Question

In: Computer Science

Transcribing Anonymous SEC Tips Java or Python    * The function is expected to return a STRING_ARRAY....

Transcribing Anonymous SEC Tips

Java or Python

   * The function is expected to return a STRING_ARRAY.

     * The function accepts following parameters:

     *  1. STRING_ARRAY inputNames

     *  2. STRING_ARRAY secRecords

     */

Problem Statement

Introduction

Imagine you are helping the Security Exchange Commission (SEC) respond to anonymous tips. One of the biggest problems the team faces is handling the transcription of the companies reported by the callers. You've noticed that sometimes the company name is misheard by the person taking the call, sometimes it is simply mistyped, and sometimes both. These problems make it more difficult to search the SEC records to identify the company.

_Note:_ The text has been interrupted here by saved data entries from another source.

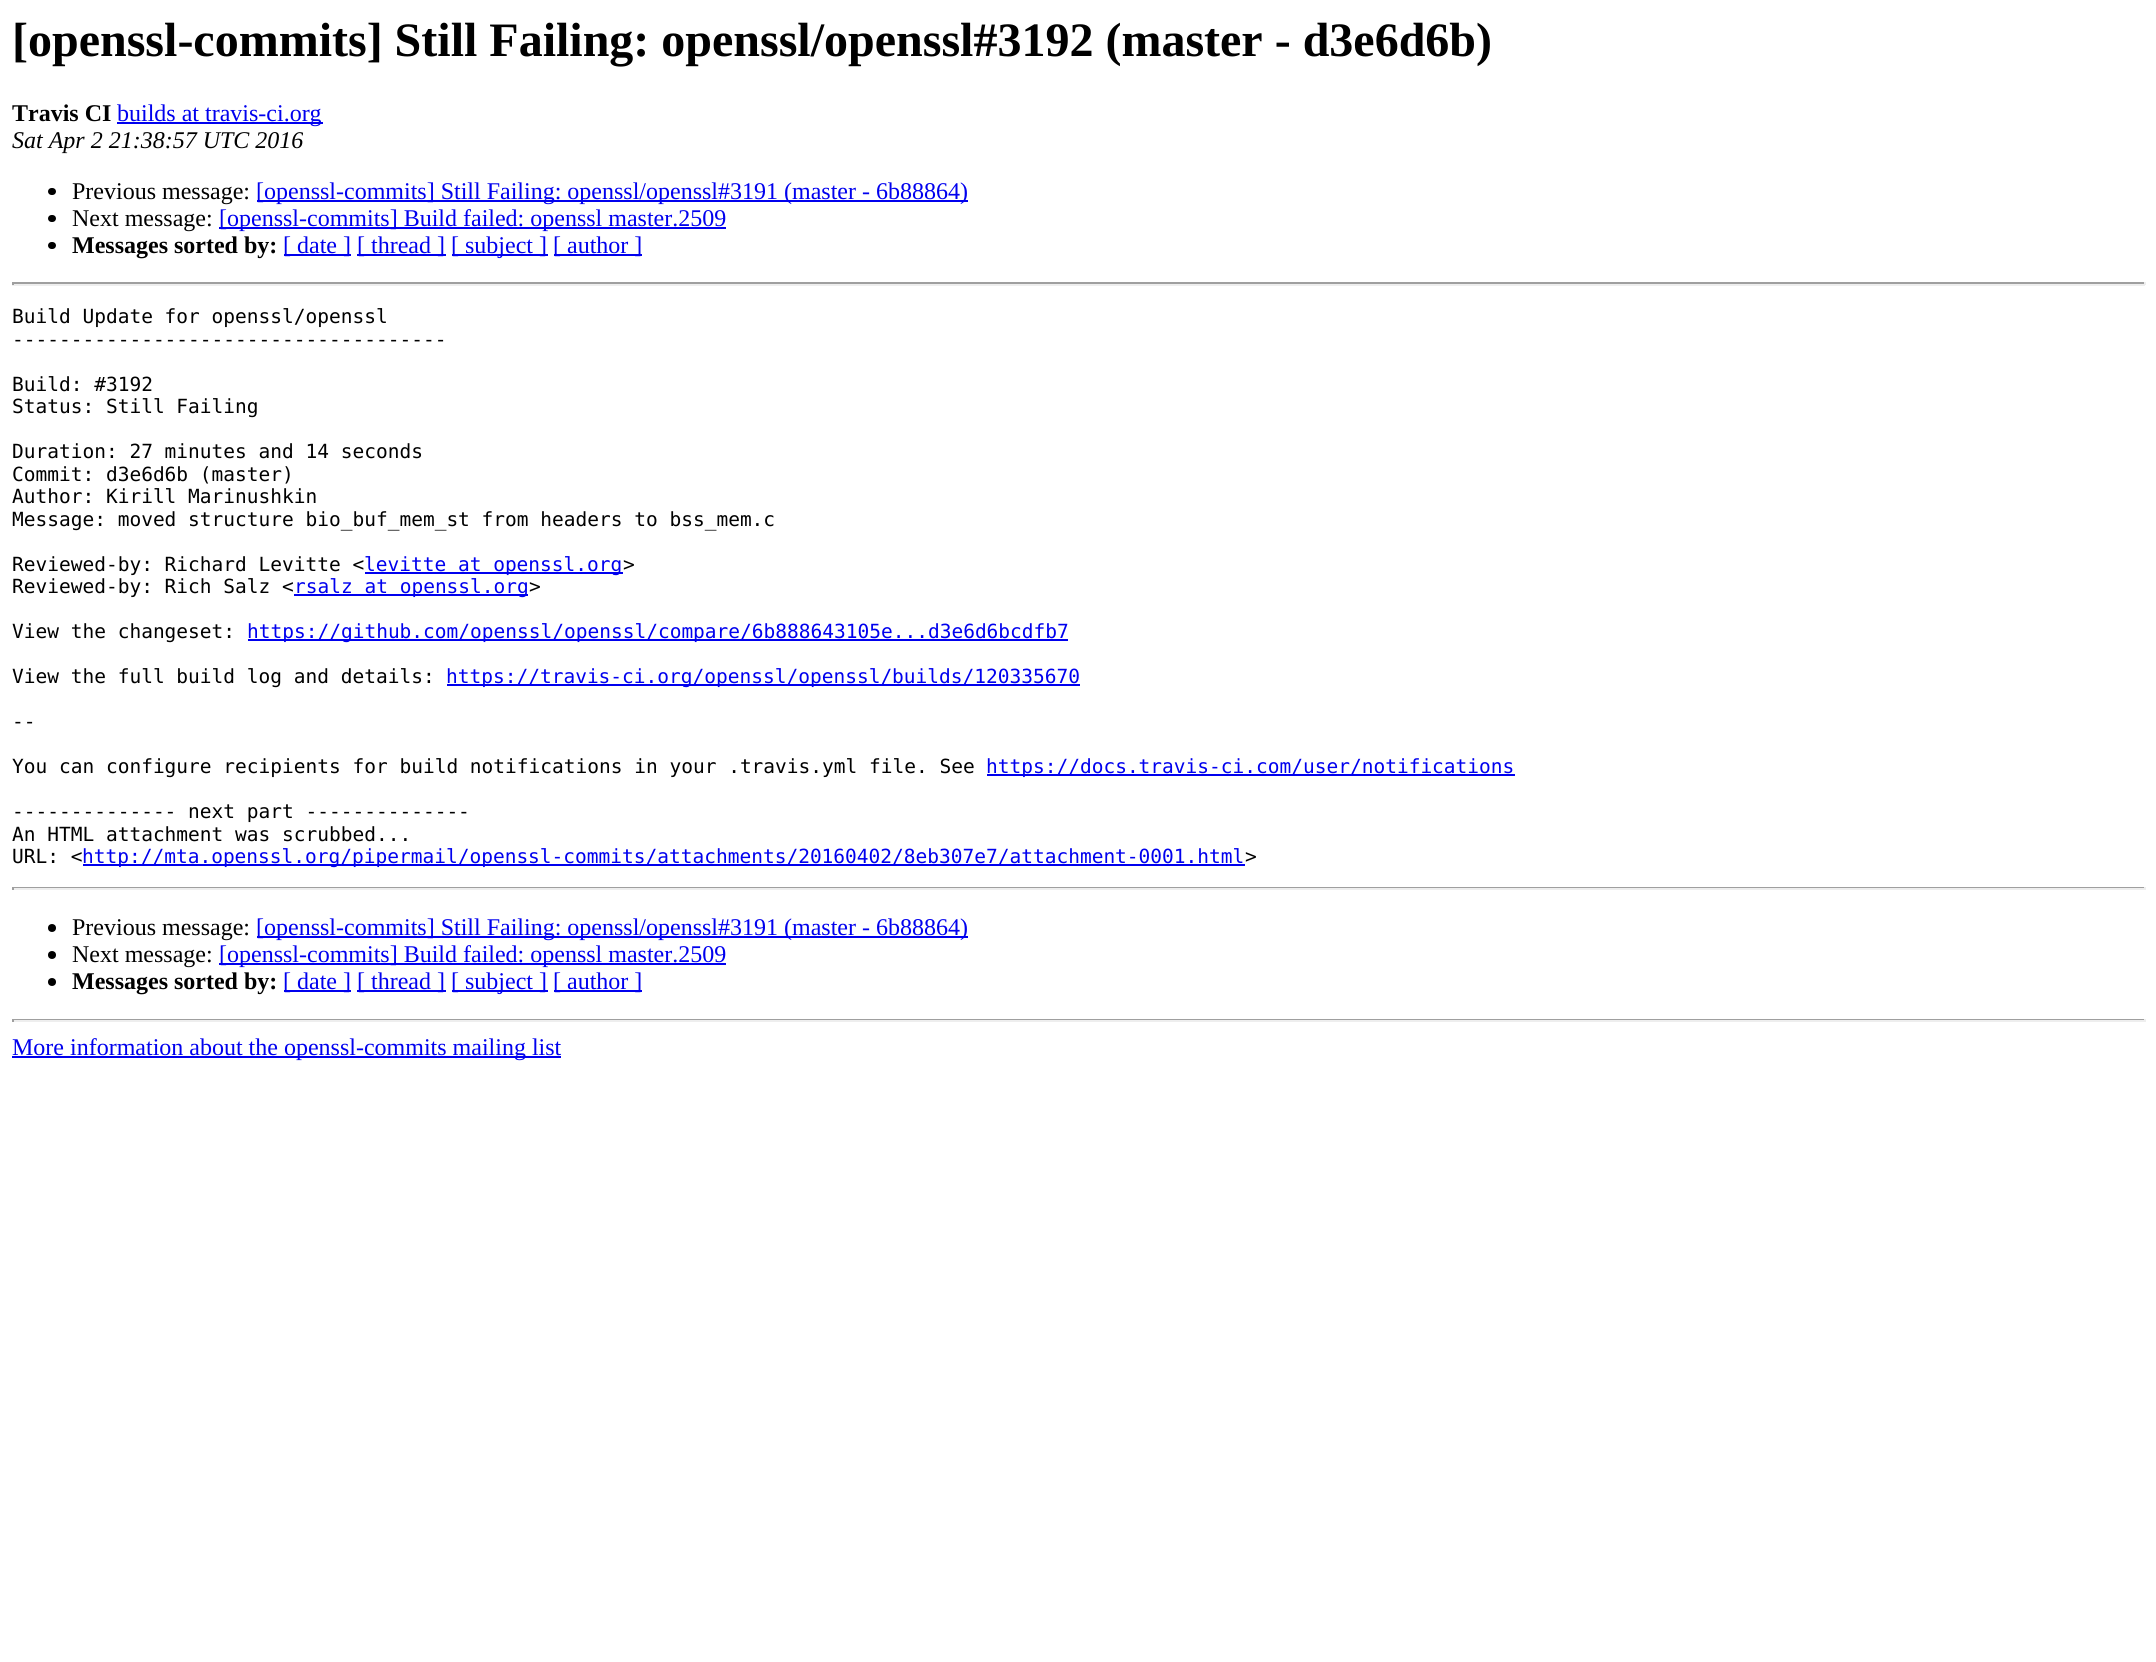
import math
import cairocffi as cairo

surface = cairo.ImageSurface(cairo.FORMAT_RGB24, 2156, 1662)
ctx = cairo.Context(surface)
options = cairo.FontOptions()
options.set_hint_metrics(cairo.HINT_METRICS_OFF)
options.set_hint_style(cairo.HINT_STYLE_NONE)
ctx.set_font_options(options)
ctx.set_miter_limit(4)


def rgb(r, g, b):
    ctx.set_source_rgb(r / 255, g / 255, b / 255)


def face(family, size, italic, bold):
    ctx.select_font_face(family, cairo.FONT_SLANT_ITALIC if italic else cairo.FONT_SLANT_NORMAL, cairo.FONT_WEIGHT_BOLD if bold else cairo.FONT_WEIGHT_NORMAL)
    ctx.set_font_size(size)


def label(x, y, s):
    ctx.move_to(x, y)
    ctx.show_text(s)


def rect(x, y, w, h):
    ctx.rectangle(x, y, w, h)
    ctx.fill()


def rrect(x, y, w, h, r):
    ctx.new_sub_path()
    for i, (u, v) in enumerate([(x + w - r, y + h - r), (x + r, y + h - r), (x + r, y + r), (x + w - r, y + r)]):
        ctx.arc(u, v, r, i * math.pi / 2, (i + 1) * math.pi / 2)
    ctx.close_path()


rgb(255, 255, 255)
ctx.paint()
face('Liberation Serif', 48, 0, 1)
rgb(0, 0, 0)
label(12, 56, '[openssl-commits] Still Failing: openssl/openssl#3192 (master - d3e6d6b)')
face('Liberation Serif', 24, 0, 1)
label(12, 121, 'Travis CI')
rgb(0, 0, 238)
rect(117, 122, 206, 2)
face('Liberation Serif', 24, 0, 0)
label(117, 121, 'builds at travis-ci.org')
face('Liberation Serif', 24, 1, 0)
rgb(0, 0, 0)
label(12, 148, 'Sat Apr 2 21:38:57 UTC 2016')
rrect(48, 188, 8, 7, 3.5)
ctx.fill()
face('Liberation Serif', 24, 0, 0)
label(72, 199, 'Previous message:')
rgb(0, 0, 238)
rect(257, 200, 711, 2)
label(256, 199, '[openssl-commits] Still Failing: openssl/openssl#3191 (master - 6b88864)')
rgb(0, 0, 0)
rrect(48, 215, 8, 7, 3.5)
ctx.fill()
label(72, 226, 'Next message:')
rgb(0, 0, 238)
rect(219, 227, 507, 2)
label(219, 226, '[openssl-commits] Build failed: openssl master.2509')
rgb(0, 0, 0)
rrect(48, 242, 8, 7, 3.5)
ctx.fill()
face('Liberation Serif', 24, 0, 1)
label(72, 253, 'Messages sorted by:')
rgb(0, 0, 238)
rect(284, 254, 67, 2)
face('Liberation Serif', 24, 0, 0)
label(283, 253, '[ date ]')
rect(357, 254, 89, 2)
label(357, 253, '[ thread ]')
rect(452, 254, 96, 2)
label(451, 253, '[ subject ]')
rect(554, 254, 88, 2)
label(553, 253, '[ author ]')
rgb(159, 159, 159)
rect(12, 282, 2133, 2)
rgb(238, 238, 238)
rect(2144, 282, 2, 3)
rect(12, 284, 2133, 2)
rgb(159, 159, 159)
rect(12, 282, 2, 3)
face('DejaVu Sans Mono', 19.5, 0, 0)
rgb(0, 0, 0)
label(12, 323, 'Build Update for openssl/openssl')
label(12, 346, '-------------------------------------')
label(12, 391, 'Build: #3192')
label(12, 413, 'Status: Still Failing')
label(12, 458, 'Duration: 27 minutes and 14 seconds')
label(12, 481, 'Commit: d3e6d6b (master)')
label(12, 503, 'Author: Kirill Marinushkin')
label(12, 526, 'Message: moved structure bio_buf_mem_st from headers to bss_mem.c')
label(12, 571, 'Reviewed-by: Richard Levitte <')
rgb(0, 0, 238)
rect(365, 572, 258, 2)
label(364, 571, 'levitte at openssl.org')
rgb(0, 0, 0)
label(623, 571, '>')
label(12, 593, 'Reviewed-by: Rich Salz <')
rgb(0, 0, 238)
rect(294, 594, 234, 2)
label(294, 593, 'rsalz at openssl.org')
rgb(0, 0, 0)
label(529, 593, '>')
label(12, 638, 'View the changeset:')
rgb(0, 0, 238)
rect(248, 639, 820, 2)
label(247, 638, 'https://github.com/openssl/openssl/compare/6b888643105e...d3e6d6bcdfb7')
rgb(0, 0, 0)
label(12, 683, 'View the full build log and details:')
rgb(0, 0, 238)
rect(447, 684, 633, 2)
label(446, 683, 'https://travis-ci.org/openssl/openssl/builds/120335670')
rgb(0, 0, 0)
label(12, 728, '--')
label(12, 773, 'You can configure recipients for build notifications in your .travis.yml file. See')
rgb(0, 0, 238)
rect(987, 774, 528, 2)
label(986, 773, 'https://docs.travis-ci.com/user/notifications')
rgb(0, 0, 0)
label(12, 818, '-------------- next part --------------')
label(12, 841, 'An HTML attachment was scrubbed...')
label(12, 863, 'URL: <')
rgb(0, 0, 238)
rect(83, 864, 1162, 2)
label(82, 863, 'http://mta.openssl.org/pipermail/openssl-commits/attachments/20160402/8eb307e7/attachment-0001.html')
rgb(0, 0, 0)
label(1245, 863, '>')
rgb(159, 159, 159)
rect(12, 887, 2133, 1)
rgb(238, 238, 238)
rect(2144, 887, 2, 3)
rect(12, 888, 2133, 2)
rgb(159, 159, 159)
rect(12, 887, 2, 3)
rgb(0, 0, 0)
ctx.new_path()
ctx.arc(52, 928, 4, 0, 2 * math.pi)
ctx.fill()
face('Liberation Serif', 24, 0, 0)
label(72, 935, 'Previous message:')
rgb(0, 0, 238)
rect(257, 936, 711, 2)
label(256, 935, '[openssl-commits] Still Failing: openssl/openssl#3191 (master - 6b88864)')
rgb(0, 0, 0)
ctx.new_path()
ctx.arc(52, 955, 4, 0, 2 * math.pi)
ctx.fill()
label(72, 962, 'Next message:')
rgb(0, 0, 238)
rect(219, 963, 507, 2)
label(219, 962, '[openssl-commits] Build failed: openssl master.2509')
rgb(0, 0, 0)
ctx.new_path()
ctx.arc(52, 982, 4, 0, 2 * math.pi)
ctx.fill()
face('Liberation Serif', 24, 0, 1)
label(72, 989, 'Messages sorted by:')
rgb(0, 0, 238)
rect(284, 990, 67, 2)
face('Liberation Serif', 24, 0, 0)
label(283, 989, '[ date ]')
rect(357, 990, 89, 2)
label(357, 989, '[ thread ]')
rect(452, 990, 96, 2)
label(451, 989, '[ subject ]')
rect(554, 990, 88, 2)
label(553, 989, '[ author ]')
rgb(159, 159, 159)
rect(12, 1019, 2133, 1)
rgb(238, 238, 238)
rect(2144, 1019, 2, 3)
rect(12, 1020, 2133, 2)
rgb(159, 159, 159)
rect(12, 1019, 2, 3)
rgb(0, 0, 238)
rect(12, 1056, 549, 2)
label(12, 1055, 'More information about the openssl-commits mailing list')
surface.write_to_png('render.png')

You have access to the list of transcribed company names and the database of SEC records. We need a way to effectively translate company names based on their transcriptions so we can narrow our search results to the one company we are interested in.

Input

You will receive a string array representing the list of transcribed company names.

Each string in the array takes the following form:

  • The string will contain a company name comprising a set of words separated by spaces.
  • You can assume company names will only use alphabetic characters -- no numbers, no punctuation.

You will also receive a string array representing the database of SEC records.

  • Each string will be of the form ; (company name string and company EIN string separated by a semicolon). An EIN is a federal tax identification number used to uniquely identify each company.
  • As above, the company name half of the string will contain a set of words separated by spaces.
  • The EIN half of the string comprises 2 integers, a dash, and 7 more integers, in that order. Example, "12-3456789".
  • There will be no semicolons anywhere in the company name or EIN strings.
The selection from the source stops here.